The cost of having children in Cayman can vary wildly. With the help of Cayman Parent Magazine publisher Joanna Boxall, we have approximated a range of lifetime costs for some of the main expenses.
Our budget is far from definitive and many families will fall outside of the ranges here. Some have no choice but to make things work for less, others have the resources to spend far more. Costs here are based on one child from birth through university.
Starting a family usually means additional housing costs. Organized real estate data in Cayman is in short supply but it is clear that a two- or three-bedroom house costs significantly more than a one-bedroom condo. Based on a sampling of rental costs on CIREBA’s website, we estimated the cost of that upgrade at somewhere between $1,000 and $2,000 a month.
Lifetime cost: Low: $216,00, Medium: $324,000, High: $432,000
The additional electricity and water costs of having at least one child are hard to quantify. Those extra baths, laundry runs and meal times do add up however. Based on the experiences of parents we interviewed, we put that cost at between $30 and $100-a-month.
Lifetime cost: Low: $6,480, Medium: $12,960, High: $21,600
Costs can vary immensely depending on where and how you shop. Based on the experiences of contributors to this article, we put the range at between $50 and $100 per week.
Lifetime cost: Low: $46,800 Medium: $70,200, High: $93,600
Cost of Living
For the basics we estimated $300-500 per year, though many parents spend more in reality.
Lifetime cost: Low: $5,400, Medium: $7,200, High: $9,000
The cost of childcare in the early years can vary from the no-cost support of retired grand parents or a stay-at-home parent to the support of a full-time salaried nanny. In between, private day care centers and pre-schools come at a range of different costs, from around $6,000 per year up to $12,000 in some cases.

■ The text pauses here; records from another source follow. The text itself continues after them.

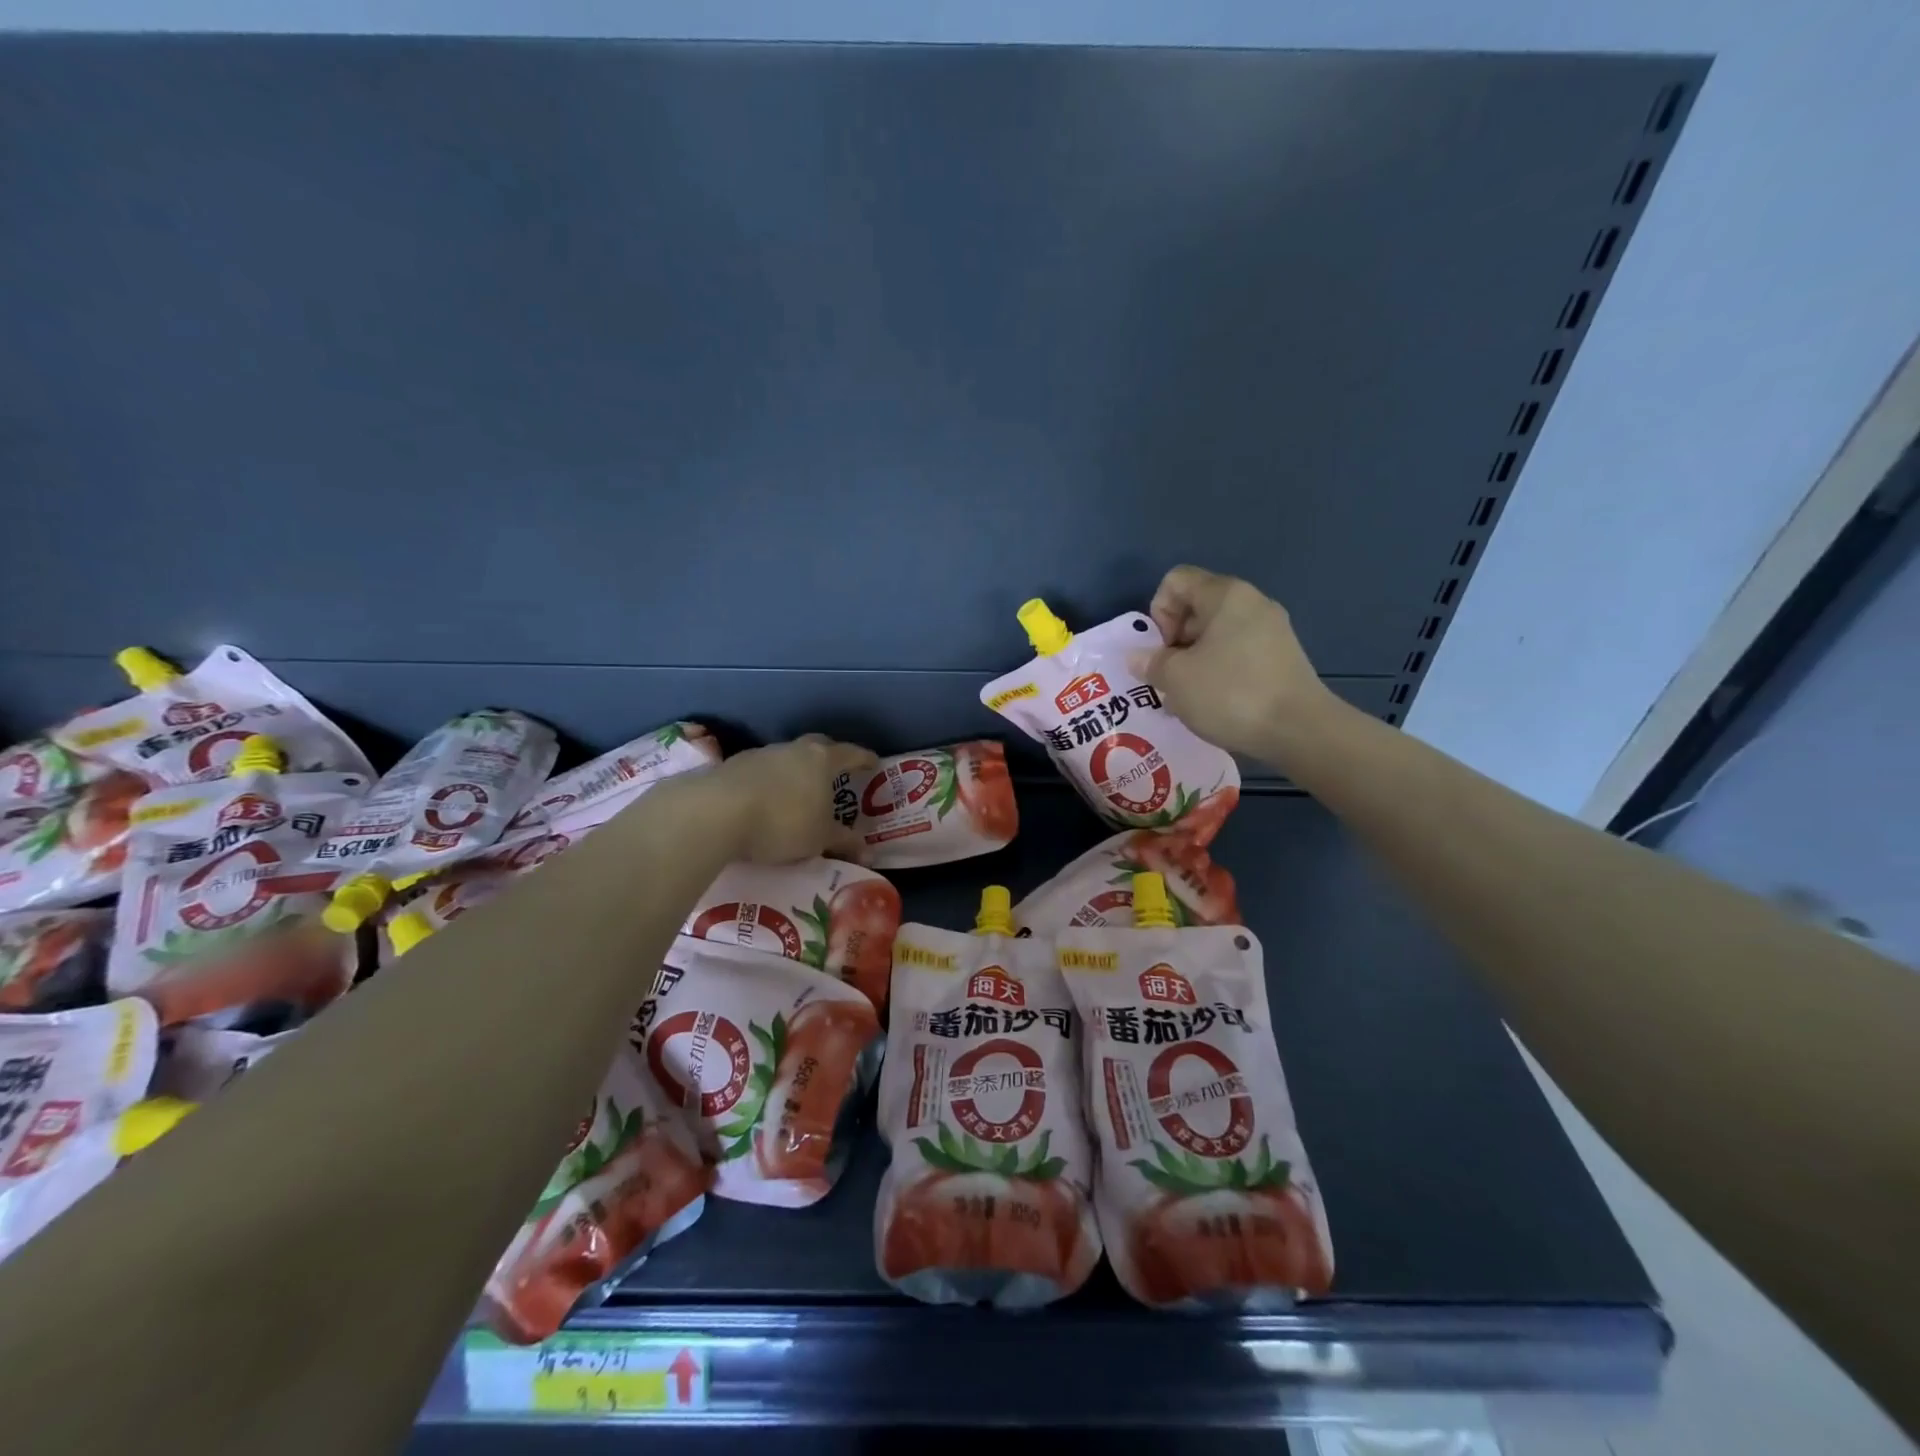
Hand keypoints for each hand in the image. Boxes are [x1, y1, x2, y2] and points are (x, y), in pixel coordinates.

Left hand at [701, 735, 877, 864]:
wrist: (715, 813)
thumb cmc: (782, 822)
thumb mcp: (819, 839)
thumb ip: (844, 842)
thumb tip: (869, 852)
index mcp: (821, 759)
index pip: (851, 753)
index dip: (865, 759)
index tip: (874, 763)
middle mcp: (792, 749)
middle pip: (817, 747)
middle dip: (829, 759)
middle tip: (836, 776)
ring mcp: (760, 755)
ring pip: (786, 759)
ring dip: (794, 773)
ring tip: (797, 796)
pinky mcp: (731, 767)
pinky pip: (760, 773)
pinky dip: (768, 785)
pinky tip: (764, 804)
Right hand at [1136, 565, 1339, 767]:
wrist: (1299, 730)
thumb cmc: (1230, 693)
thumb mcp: (1176, 679)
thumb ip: (1151, 663)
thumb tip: (1138, 657)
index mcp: (1225, 595)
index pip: (1176, 581)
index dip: (1158, 612)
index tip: (1162, 649)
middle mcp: (1251, 603)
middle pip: (1196, 607)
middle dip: (1174, 641)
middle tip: (1169, 678)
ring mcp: (1272, 630)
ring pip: (1216, 634)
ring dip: (1193, 661)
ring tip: (1188, 697)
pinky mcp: (1281, 657)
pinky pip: (1237, 653)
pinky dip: (1219, 672)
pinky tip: (1215, 703)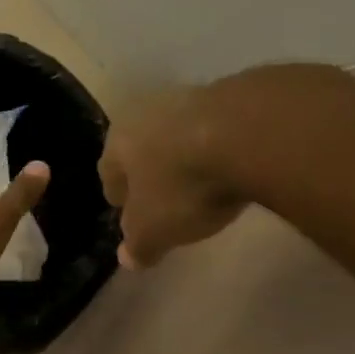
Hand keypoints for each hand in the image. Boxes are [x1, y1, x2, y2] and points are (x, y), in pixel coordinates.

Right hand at [99, 87, 245, 267]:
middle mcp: (144, 114)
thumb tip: (127, 257)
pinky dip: (216, 146)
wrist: (246, 134)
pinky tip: (231, 164)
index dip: (119, 197)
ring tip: (201, 182)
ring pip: (176, 135)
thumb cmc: (184, 185)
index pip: (108, 173)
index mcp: (117, 143)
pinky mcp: (227, 96)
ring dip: (183, 156)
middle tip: (163, 199)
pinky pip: (212, 129)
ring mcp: (186, 99)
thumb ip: (138, 245)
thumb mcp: (155, 230)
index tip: (130, 215)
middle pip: (141, 149)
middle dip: (149, 172)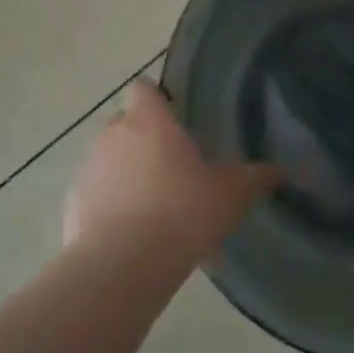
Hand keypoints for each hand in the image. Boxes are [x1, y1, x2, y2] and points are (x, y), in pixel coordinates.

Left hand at [65, 81, 278, 258]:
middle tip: (172, 168)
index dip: (157, 100)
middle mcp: (112, 134)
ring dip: (125, 173)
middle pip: (124, 123)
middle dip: (143, 139)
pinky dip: (108, 204)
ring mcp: (87, 168)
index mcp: (149, 121)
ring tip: (153, 206)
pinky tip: (131, 233)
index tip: (174, 120)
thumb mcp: (232, 195)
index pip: (143, 88)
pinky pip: (94, 194)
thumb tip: (281, 170)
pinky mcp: (72, 203)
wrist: (124, 264)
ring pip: (107, 159)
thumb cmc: (183, 213)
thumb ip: (256, 177)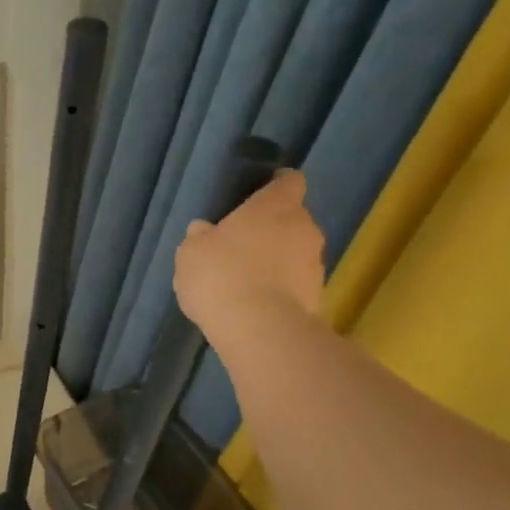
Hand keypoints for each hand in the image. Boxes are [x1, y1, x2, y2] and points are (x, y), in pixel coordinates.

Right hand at [174, 169, 324, 351]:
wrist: (258, 328)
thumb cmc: (220, 275)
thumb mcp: (191, 252)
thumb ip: (200, 236)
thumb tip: (204, 230)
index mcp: (274, 206)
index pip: (289, 181)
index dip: (276, 185)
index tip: (259, 195)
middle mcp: (304, 227)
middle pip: (293, 218)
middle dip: (272, 229)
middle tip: (243, 245)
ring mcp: (315, 263)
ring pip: (296, 252)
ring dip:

Lifetime cost (5 years): Low: $5,000, Medium: $50,000, High: $100,000
Public schools are free to parents who can access them, though there are some costs involved in paying for books, school trips, uniforms and other equipment. Private school costs range form $10,000-a-year, to $20,000-a-year up to age 18.
Lifetime cost: Low: $6,500, Medium: $130,000, High: $260,00
Scholarships, loans and summer jobs can ease the burden for some students, but the cost of getting through university is significant. The average tuition costs for a four-year degree at a US college is $40,000-a-year. In the UK it’s approximately $12,000 annually for a three-year degree.
Lifetime cost: Low: $0 (with full ride scholarship), Medium: $36,000 (UK university), High: $160,00 (US University)
Health insurance broker Jeanette Verhoeven estimates the multiplier for adding a child to your health insurance at between 1.6 and double the single rate, depending on your plan. At the lower end, for those on the Standard Health Insurance Coverage, that would likely mean additional costs of around $200, she estimates. The range and complexity of more comprehensive packages make precise costs hard to determine. For simplicity we put the range between $200 and $600.
Lifetime cost: Low: $43,200, Medium: $64,800, High: $86,400
Additional medical costs
Those with less comprehensive policies are likely to face higher co-pays for drugs, doctors visits, dentists and unexpected emergencies. We budgeted $500-$1,000 annually for this, though specific needs like occupational or speech therapy can take the costs well above that.
Lifetime cost: Low: $9,000 Medium: $13,000, High: $18,000
After school clubs/activities
A surprising extra cost for a lot of parents, the total for after-school clubs cost can depend on the number and extent of the hobby. The YMCA’s subsidized after-school program can reduce costs and some sports like football and rugby are cheap, while others like horse riding and tennis are less so. We put the range at $100-500 a month from years 5-16.
Lifetime cost: Low: $13,200, Medium: $39,600, High: $66,000
While many hobbies and sports are elective, swimming is considered an essential expense in an island surrounded by water, we put the cost at $50-a-week for between 6 and 12 months.
Lifetime cost: Low: $1,200, Medium: $1,800, High: $2,400
Adding the costs of vacations depends on your definition of essential expenses. For some expat families, travelling back to their home country with children, is a necessary expense.
As a rough estimate we included in our budget an annual two-week trip to Florida, budgeting an additional $500 for plane tickets and $200-a-day for 14 days of accommodation and activities compared with a similar trip without children.
Lifetime cost: $46,200 (based on 14 trips)
Another elective expense that can be as high or as low as each parent decides or can afford. Everything from iPads to sports equipment costs money and there is the added expense (surprisingly high for some) of friends’ birthday parties. We put the cost at between $200 and $1,00 a year up to age 16.